Back in 2016 we showed how you could construct ngrams from 122 years of public domain books (1800 to 1922) from the Internet Archive using BigQuery. While incredibly powerful for the time and requiring just a single SQL statement, the logic necessary to construct ngrams in the legacy SQL of the time meant the resulting queries were long and complex. With BigQuery's new ML.NGRAMS() feature, BigQuery can now convert word arrays into shingles automatically with a single command, eliminating all of the complexity of the original queries. What would it look like to apply this to 122 years of public domain books?
The public domain Internet Archive books collection in BigQuery predates BigQuery's support for modern partitioning and thus is stored as a set of per-year tables, with the tables for 1800-1922 containing a column "BookMeta_FullText" that stores the fulltext, while the 1923-2014 tables contain only metadata and thus lack this field.
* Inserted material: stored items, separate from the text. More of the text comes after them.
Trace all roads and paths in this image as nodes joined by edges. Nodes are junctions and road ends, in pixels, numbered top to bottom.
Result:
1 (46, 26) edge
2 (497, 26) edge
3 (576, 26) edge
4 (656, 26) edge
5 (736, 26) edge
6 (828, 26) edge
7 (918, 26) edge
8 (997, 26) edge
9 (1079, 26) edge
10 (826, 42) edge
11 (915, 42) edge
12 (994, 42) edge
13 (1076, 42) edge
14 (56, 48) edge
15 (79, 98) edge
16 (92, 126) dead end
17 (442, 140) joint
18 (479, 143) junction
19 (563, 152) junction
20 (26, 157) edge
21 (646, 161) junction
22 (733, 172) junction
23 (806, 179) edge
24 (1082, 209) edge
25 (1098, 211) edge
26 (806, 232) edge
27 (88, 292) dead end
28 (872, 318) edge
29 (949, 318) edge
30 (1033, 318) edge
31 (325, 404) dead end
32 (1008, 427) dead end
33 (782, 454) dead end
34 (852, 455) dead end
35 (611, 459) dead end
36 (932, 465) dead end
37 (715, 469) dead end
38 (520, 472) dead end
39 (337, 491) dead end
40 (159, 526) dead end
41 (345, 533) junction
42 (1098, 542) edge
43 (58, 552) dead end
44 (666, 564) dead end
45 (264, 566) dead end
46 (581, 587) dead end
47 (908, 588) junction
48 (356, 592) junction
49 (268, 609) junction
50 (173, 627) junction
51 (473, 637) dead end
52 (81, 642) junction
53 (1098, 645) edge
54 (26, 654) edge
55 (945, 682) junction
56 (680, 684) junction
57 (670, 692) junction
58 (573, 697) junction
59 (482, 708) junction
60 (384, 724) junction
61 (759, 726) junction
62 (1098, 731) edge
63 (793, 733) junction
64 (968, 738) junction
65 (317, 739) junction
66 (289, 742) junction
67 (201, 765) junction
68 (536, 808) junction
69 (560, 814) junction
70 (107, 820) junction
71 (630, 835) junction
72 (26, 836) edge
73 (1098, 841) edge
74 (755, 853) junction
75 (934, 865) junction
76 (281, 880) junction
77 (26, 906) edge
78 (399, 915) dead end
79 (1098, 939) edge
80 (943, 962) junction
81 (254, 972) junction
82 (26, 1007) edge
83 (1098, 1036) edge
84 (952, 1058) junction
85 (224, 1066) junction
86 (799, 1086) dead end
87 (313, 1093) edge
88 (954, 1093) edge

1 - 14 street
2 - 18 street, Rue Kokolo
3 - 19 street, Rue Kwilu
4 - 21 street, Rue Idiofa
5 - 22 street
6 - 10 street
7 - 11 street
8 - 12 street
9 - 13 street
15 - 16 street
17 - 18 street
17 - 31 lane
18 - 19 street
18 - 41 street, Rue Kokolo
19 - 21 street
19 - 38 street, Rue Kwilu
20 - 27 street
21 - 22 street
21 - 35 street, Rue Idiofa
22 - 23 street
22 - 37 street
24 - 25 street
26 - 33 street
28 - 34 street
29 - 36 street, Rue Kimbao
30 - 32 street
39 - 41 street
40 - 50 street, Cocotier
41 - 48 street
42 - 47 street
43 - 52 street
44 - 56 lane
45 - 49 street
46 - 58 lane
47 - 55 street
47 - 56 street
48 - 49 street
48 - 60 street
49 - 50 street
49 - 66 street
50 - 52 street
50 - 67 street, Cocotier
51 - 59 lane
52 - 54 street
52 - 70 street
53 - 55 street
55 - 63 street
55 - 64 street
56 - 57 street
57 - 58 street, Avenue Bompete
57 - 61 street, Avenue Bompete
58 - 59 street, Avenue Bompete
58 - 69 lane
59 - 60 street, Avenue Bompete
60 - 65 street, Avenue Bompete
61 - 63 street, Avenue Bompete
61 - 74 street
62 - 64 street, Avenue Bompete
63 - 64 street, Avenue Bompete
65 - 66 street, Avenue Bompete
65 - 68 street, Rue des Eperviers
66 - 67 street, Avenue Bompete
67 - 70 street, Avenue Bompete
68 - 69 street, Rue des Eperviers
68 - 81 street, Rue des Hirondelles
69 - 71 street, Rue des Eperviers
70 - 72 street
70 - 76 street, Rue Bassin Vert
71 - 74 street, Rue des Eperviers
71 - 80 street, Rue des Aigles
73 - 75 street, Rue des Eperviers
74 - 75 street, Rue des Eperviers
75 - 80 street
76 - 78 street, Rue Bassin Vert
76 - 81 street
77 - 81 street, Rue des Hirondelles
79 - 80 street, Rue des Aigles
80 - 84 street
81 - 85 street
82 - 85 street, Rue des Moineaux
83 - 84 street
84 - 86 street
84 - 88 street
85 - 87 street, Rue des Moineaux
Using BigQuery Standard SQL table wildcards we can count the total number of public domain books and total number of fulltext characters in their OCR:
select DATE, count, txtlen from (SELECT DATE, count(1) count, sum(length(BookMeta_FullText)) txtlen FROM `gdelt-bq.internetarchivebooks.18*` GROUP BY DATE) UNION ALL (SELECT DATE, count(1) count, sum(length(BookMeta_FullText)) txtlen FROM `gdelt-bq.internetarchivebooks.190*` GROUP BY DATE) UNION ALL (SELECT DATE, count(1) count, sum(length(BookMeta_FullText)) txtlen FROM `gdelt-bq.internetarchivebooks.191*` GROUP BY DATE) UNION ALL (SELECT DATE, count(1) count, sum(length(BookMeta_FullText)) txtlen FROM `gdelt-bq.internetarchivebooks.1920` GROUP BY DATE) UNION ALL (SELECT DATE, count(1) count, sum(length(BookMeta_FullText)) txtlen FROM `gdelt-bq.internetarchivebooks.1921` GROUP BY DATE) UNION ALL (SELECT DATE, count(1) count, sum(length(BookMeta_FullText)) txtlen FROM `gdelt-bq.internetarchivebooks.1922` GROUP BY DATE) order by DATE asc
In all, there were 998,655 books totaling 445,349,814,757 bytes of text.
While we could leave the text in-place and query this combined set of tables directly, we're going to extract the publication date and fulltext column into a new temporary table to make our ngrams examples simpler to understand.
Compiling the fulltext into a new temporary table is simple:
select DATE, BookMeta_FullText from (SELECT DATE, BookMeta_FullText FROM `gdelt-bq.internetarchivebooks.18*`) UNION ALL (SELECT DATE, BookMeta_FullText FROM `gdelt-bq.internetarchivebooks.190*`) UNION ALL (SELECT DATE, BookMeta_FullText FROM `gdelt-bq.internetarchivebooks.191*`) UNION ALL (SELECT DATE, BookMeta_FullText FROM `gdelt-bq.internetarchivebooks.1920`) UNION ALL (SELECT DATE, BookMeta_FullText FROM `gdelt-bq.internetarchivebooks.1921`) UNION ALL (SELECT DATE, BookMeta_FullText FROM `gdelt-bq.internetarchivebooks.1922`)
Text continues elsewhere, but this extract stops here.